Ask us a question!

Web Moves Blog

Web Moves News and Information


Any reports of the death of blogging are premature

Blogging for long tail search

It isn’t hard to find people in the mainstream media (which, for good or ill, really is dying) to say that the so-called Long Tail is bunk, and blogging was a fad. Sure, a few years ago, everyone was starting blogs all over the place, and as a result, there are abandoned blog carcasses littering the internet. I know this because some of them are mine. Blogging was an untried, untested medium, and quite naturally, when people saw how easy it was to set up a blog, they set up millions of them. The line of thinking for lots of people (myself included, admittedly) was, “This is awesome! I can have a blog for my personal stuff, a blog about work, a blog with pictures of my kids and pets, and a blog with recipes,” etc.

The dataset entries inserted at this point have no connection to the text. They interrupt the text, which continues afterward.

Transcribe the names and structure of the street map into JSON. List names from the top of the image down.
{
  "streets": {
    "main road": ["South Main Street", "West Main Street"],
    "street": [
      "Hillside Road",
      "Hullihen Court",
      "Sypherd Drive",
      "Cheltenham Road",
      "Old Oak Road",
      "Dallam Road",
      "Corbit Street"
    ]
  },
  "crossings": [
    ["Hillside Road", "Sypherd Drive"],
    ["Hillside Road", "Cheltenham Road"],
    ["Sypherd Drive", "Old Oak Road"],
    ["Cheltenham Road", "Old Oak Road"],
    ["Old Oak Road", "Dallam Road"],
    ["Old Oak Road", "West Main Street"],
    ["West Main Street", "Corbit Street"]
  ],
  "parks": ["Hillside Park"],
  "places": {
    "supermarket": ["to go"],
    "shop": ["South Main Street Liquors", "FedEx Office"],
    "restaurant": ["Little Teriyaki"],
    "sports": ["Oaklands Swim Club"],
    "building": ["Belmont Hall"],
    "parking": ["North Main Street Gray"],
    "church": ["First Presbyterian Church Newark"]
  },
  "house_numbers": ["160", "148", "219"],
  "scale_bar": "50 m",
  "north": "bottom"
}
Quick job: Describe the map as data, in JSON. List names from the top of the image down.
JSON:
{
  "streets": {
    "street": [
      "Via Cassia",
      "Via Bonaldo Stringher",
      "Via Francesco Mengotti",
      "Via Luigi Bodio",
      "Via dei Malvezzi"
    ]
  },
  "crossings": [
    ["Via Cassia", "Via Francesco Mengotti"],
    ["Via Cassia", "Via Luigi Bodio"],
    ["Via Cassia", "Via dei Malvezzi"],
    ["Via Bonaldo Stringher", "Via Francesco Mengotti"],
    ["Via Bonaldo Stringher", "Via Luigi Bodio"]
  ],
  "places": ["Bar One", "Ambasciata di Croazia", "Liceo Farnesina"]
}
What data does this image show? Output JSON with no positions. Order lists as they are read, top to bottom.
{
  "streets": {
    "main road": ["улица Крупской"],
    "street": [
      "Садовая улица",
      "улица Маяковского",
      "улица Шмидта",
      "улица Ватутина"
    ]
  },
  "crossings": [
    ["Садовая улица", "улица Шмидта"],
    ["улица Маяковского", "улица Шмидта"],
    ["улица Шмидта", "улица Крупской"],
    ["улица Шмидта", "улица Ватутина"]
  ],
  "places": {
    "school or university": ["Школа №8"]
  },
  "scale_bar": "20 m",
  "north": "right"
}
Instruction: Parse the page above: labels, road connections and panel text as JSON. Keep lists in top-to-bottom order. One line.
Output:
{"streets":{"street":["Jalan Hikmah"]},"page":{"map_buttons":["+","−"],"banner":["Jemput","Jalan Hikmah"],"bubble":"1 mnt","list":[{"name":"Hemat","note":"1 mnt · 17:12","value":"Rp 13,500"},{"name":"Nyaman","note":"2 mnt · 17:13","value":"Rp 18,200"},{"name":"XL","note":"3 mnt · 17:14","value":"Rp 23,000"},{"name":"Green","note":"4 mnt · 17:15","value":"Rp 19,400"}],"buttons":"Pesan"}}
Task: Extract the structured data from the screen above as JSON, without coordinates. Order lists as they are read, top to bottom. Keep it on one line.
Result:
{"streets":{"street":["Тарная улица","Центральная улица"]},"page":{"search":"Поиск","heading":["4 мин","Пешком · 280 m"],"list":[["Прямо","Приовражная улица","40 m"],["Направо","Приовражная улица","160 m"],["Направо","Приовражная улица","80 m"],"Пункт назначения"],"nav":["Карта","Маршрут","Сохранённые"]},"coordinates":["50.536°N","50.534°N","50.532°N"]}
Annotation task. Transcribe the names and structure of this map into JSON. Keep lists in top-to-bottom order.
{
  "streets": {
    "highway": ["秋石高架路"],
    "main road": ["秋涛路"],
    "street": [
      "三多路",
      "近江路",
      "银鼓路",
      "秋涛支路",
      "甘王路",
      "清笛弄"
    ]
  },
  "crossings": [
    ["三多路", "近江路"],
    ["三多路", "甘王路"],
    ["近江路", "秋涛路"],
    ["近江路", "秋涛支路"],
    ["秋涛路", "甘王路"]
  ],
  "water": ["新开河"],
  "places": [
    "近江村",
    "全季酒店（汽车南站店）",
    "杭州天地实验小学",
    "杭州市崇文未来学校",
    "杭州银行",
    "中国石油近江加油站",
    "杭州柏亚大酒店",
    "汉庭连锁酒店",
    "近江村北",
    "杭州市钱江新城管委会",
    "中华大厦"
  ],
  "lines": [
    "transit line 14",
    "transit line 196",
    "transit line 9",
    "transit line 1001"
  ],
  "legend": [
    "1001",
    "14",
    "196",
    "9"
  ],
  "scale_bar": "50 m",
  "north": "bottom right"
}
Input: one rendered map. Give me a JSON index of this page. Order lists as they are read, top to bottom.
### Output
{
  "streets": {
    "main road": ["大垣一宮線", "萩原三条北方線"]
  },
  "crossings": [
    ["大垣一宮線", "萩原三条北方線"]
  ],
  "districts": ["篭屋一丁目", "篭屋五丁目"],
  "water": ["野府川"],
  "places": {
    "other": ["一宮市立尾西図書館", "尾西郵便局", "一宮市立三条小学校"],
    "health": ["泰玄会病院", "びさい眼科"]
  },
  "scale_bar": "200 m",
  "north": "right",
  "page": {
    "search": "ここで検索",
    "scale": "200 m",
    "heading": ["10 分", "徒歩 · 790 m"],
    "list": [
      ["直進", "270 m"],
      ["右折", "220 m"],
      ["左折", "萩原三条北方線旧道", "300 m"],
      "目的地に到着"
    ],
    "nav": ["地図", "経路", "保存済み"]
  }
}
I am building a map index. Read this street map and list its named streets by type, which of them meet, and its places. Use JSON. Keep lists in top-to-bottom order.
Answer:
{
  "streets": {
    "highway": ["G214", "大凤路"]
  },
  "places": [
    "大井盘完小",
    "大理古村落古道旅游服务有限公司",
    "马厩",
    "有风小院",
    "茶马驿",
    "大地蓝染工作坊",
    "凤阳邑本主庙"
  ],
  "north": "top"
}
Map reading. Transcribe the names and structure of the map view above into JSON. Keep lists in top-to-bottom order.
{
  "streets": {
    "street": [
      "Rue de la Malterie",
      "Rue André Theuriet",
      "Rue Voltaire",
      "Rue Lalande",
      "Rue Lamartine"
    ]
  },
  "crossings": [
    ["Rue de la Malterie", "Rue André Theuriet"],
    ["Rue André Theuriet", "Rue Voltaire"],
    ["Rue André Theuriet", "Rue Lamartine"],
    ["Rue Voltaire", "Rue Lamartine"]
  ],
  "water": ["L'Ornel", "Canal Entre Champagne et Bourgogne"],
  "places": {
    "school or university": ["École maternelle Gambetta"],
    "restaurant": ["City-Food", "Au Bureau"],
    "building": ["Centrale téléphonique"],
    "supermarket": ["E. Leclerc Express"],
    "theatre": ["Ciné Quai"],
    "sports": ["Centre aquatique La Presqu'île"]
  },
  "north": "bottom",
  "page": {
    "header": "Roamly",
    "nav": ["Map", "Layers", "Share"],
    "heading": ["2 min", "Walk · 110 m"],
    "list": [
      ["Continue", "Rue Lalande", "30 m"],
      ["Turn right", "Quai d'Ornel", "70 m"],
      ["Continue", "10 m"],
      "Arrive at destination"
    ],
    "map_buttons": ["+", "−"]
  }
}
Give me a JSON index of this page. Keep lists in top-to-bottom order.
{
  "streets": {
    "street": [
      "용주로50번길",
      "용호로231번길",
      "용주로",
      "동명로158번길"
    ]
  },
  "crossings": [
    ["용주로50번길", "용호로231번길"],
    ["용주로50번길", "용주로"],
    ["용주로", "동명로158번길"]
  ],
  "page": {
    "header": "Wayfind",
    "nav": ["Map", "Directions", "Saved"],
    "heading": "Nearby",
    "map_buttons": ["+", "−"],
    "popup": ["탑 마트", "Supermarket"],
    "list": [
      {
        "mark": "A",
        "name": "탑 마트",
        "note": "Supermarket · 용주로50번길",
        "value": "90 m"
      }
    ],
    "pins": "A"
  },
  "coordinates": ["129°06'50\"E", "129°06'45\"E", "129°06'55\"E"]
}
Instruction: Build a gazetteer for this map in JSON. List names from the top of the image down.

Setting up a blog is easy. Keeping a blog over a period of years is hard. So the “Blogging is Dead” pundits have a point.

Spam blogs were too easy to set up and since they were basically content-free (except for ads), they tended to evaporate quickly. There were flat-out copycat blogs that copied posts wholesale. Many of these were, quite rightly, run out of the blogosphere on a rail. And lots of people found that posting a couple of recipes a week, plus comments on current events, plus details of a job search, plus pictures of kids, was actually very time consuming. Hence, we have things like Twitter and Facebook that are much more amenable to that type of posting.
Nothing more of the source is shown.